During Google I/O 2015, end of May, Google announced a new support for the NDK by Android Studio 1.3, integrating Jetbrains CLion capabilities, and the Android gradle plugin. This support has been released only in July, and while it’s really promising, it’s still in heavy development.
The new NDK support requires the use of Android Studio 1.3 RC1+/2.0+ and the android gradle-experimental plugin. This article is for those who are willing to give it a try. If you’re looking into the NDK support while using the gradle(-stable) plugin, you can check this older (but still up-to-date) article on the NDK and Android Studio.
last update – 2016/09/20: Android Studio 2.2 now supports external CMake and ndk-build tools very well. It’s in my view much better than the gradle-experimental plugin explained here. Please follow this guide to learn how to use it: https://developer.android.com/studio/projects/add-native-code.html
Migrating to the gradle-experimental plugin and the new com.android.model.*
The gradle-experimental 0.7.2 requires using gradle-2.10. Start by setting it from your project settings:
Or inside gradle/wrapper/gradle-wrapper.properties:
distributionUrl=https\://services.gradle.org/distributions/gradle-2.10-all.zip
Then, change the reference to the android gradle plugin to the new gradle-experimental plugin, from ./build.gradle:
// Top-level build file where you can add configuration options common to all sub-projects/modules.
buildscript {
repositories {
jcenter()
}
dependencies {
classpath 'com.android.tools.build:gradle-experimental:0.7.2'
}
}
The gradle-experimental plugin introduces a change in the DSL. The android plugins com.android.model.application and com.android.model.library are replacing the former com.android.application and com.android.library plugins.
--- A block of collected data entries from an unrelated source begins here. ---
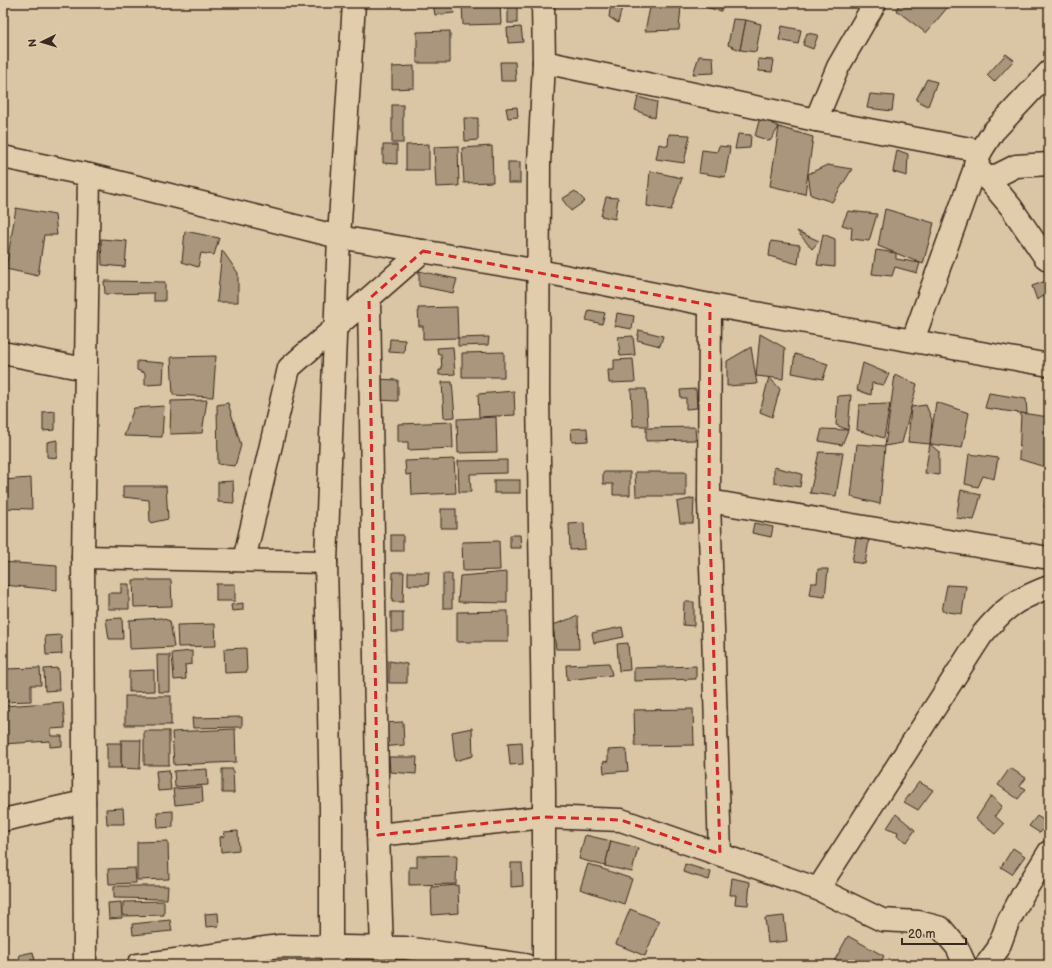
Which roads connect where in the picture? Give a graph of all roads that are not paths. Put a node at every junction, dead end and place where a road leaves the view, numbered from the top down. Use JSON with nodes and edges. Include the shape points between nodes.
{"nodes":[{"id":1,"x":354,"y":3,"type":"edge"},
{"id":2,"x":543,"y":3,"type":"edge"},
{"id":3,"x":875,"y":3,"type":"edge"},
{"id":4,"x":544,"y":62,"type":"junction"},
{"id":5,"x":1049,"y":72,"type":"edge"},
{"id":6,"x":816,"y":120,"type":"junction"},
{"id":7,"x":3,"y":157,"type":"edge"},
{"id":8,"x":1049,"y":164,"type":"edge"},
{"id":9,"x":981,"y":165,"type":"junction"},
{"id":10,"x":89,"y":175,"type":"junction"},
{"id":11,"x":339,"y":237,"type":"junction"},
{"id":12,"x":423,"y":251,"type":"junction"},
{"id":13,"x":1049,"y":260,"type":"edge"},
{"id":14,"x":539,"y":271,"type":"junction"},
{"id":15,"x":369,"y":300,"type":"junction"},
{"id":16,"x":710,"y":305,"type":"junction"},
{"id":17,"x":335,"y":329,"type":"junction"},
{"id":18,"x":913,"y":340,"type":"junction"},
{"id":19,"x":3,"y":353,"type":"edge"},
{"id":20,"x":1049,"y":365,"type":"edge"},
{"id":21,"x":85,"y":369,"type":"junction"},
{"id":22,"x":709,"y":501,"type":"junction"},
{"id":23,"x":83,"y":557,"type":"junction"},
{"id":24,"x":1049,"y":558,"type":"edge"},
{"id":25,"x":244,"y":560,"type":"junction"},
{"id":26,"x":326,"y":562,"type":"junction"},
{"id":27,"x":1049,"y":587,"type":"edge"},
{"id":28,"x":84,"y":802,"type":"junction"},
{"id":29,"x":544,"y":817,"type":"junction"},
{"id":30,"x":3,"y":820,"type":"edge"},
{"id":31,"x":378,"y":835,"type":"junction"},
{"id":32,"x":1049,"y":852,"type":"edge"},
{"id":33,"x":720,"y":854,"type":"junction"},
{"id":34,"x":818,"y":889,"type":"junction"},
{"id":35,"x":382,"y":948,"type":"junction"},
{"id":36,"x":332,"y":956,"type":"edge"},
{"id":37,"x":85,"y":965,"type":"edge"},
{"id":38,"x":138,"y":965,"type":"edge"},
{"id":39,"x":525,"y":965,"type":"edge"},
{"id":40,"x":544,"y":965,"type":"edge"},
{"id":41,"x":966,"y":965,"type":"edge"},
{"id":42,"x":986,"y":965,"type":"edge"}],
"edges":[{"from":1,"to":11,"type":"street"},
{"from":2,"to":4,"type":"street"},
{"from":3,"to":6,"type":"street","via":[[838,67]]},
{"from":4,"to":6,"type":"street"},
{"from":4,"to":14,"type":"street","via":[[539,164]]},
{"from":5,"to":9,"type":"street","via":[[993,132]]},
{"from":6,"to":9,"type":"street"},
{"from":7,"to":10,"type":"street"},
{"from":8,"to":9,"type":"street"},
{"from":9,"to":13,"type":"street"},
{"from":9,"to":18,"type":"street"},
{"from":10,"to":11,"type":"street"},
{"from":10,"to":21,"type":"street"},
{"from":11,"to":12,"type":"street"},
{"from":11,"to":17,"type":"street"},
{"from":12,"to":14,"type":"street"},
{"from":12,"to":15,"type":"street"},
{"from":14,"to":16,"type":"street"},
{"from":14,"to":29,"type":"street","via":[[538,394]]},
{"from":15,"to":17,"type":"street"},
{"from":15,"to":31,"type":"street"},
{"from":16,"to":18,"type":"street"},
{"from":16,"to":22,"type":"street"},
{"from":17,"to":25,"type":"street","via":[[289,368]]},
{"from":17,"to":26,"type":"street"},
{"from":18,"to":20,"type":"street"},
{"from":19,"to":21,"type":"street"},
{"from":21,"to":23,"type":"street"},
{"from":22,"to":24,"type":"street"},
{"from":22,"to":33,"type":"street"},
{"from":23,"to":25,"type":"street"},
{"from":23,"to":28,"type":"street"},
{"from":25,"to":26,"type":"street"},
{"from":26,"to":36,"type":"street"},
{"from":27,"to":34,"type":"street","via":[[1002,611],[981,636]]},
{"from":28,"to":30,"type":"street"},
{"from":28,"to":37,"type":"street"},
{"from":29,"to":31,"type":"street"},
{"from":29,"to":33,"type":"street","via":[[621,820]]},
{"from":29,"to":40,"type":"street"},
{"from":31,"to":35,"type":"street"},
{"from":32,"to":42,"type":"street","via":[[1008,922],[998,949]]},
{"from":33,"to":34,"type":"street"},
{"from":34,"to":41,"type":"street","via":[[882,920],[918,922],[942,928],[957,947]]},
{"from":35,"to":36,"type":"street"},
{"from":35,"to":39,"type":"street","via":[[406,948]]},
{"from":36,"to":38,"type":"street","via":[[280,946]]}]}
You need to migrate your apps and libs build.gradle files to use these new plugins. Here is an example of the same configuration, with the old DSL (top) and the new (bottom):
apply plugin: 'com.android.application'
android {
compileSdkVersion rootProject.ext.compileSdkVersion
buildToolsVersion rootProject.ext.buildToolsVersion
defaultConfig {
applicationId "com.ph0b.example"
minSdkVersion 15
targetSdkVersion 23
versionCode 4
versionName "1.0.1"
ndk {
moduleName "mymodule"
ldLibs "log"
stl "gnustl_static"
cFlags "-std=c++11 -fexceptions"
}
}
signingConfigs {
release {
storeFile file(STORE_FILE)
storePassword STORE_PASSWORD
keyAlias KEY_ALIAS
keyPassword KEY_PASSWORD
}
}
buildTypes {
release {
minifyEnabled true
shrinkResources true
proguardFiles getDefaultProguardFile('proguard-android-optimize.txt'), 'proguard-rules.txt'
signingConfig signingConfigs.release
}
debug {
jniDebuggable true
}
}
}
apply plugin: 'com.android.model.application'
model {
android {
compileSdkVersion rootProject.ext.compileSdkVersion
buildToolsVersion rootProject.ext.buildToolsVersion
defaultConfig {
applicationId "com.ph0b.example"
minSdkVersion.apiLevel 15
targetSdkVersion.apiLevel 23
versionCode 4
versionName "1.0.1"
}
}
android.ndk {
moduleName "mymodule"
ldLibs.addAll(['log'])
cppFlags.add("-std=c++11")
cppFlags.add("-fexceptions")
platformVersion 15
stl 'gnustl_shared'
}
android.signingConfigs {
create("release") {
keyAlias KEY_ALIAS
keyPassword STORE_PASSWORD
storeFile file(STORE_FILE)
storePassword KEY_PASSWORD
}
}
android.buildTypes {
release {
shrinkResources true
useProguard true
proguardFiles.add(file('proguard-rules.txt'))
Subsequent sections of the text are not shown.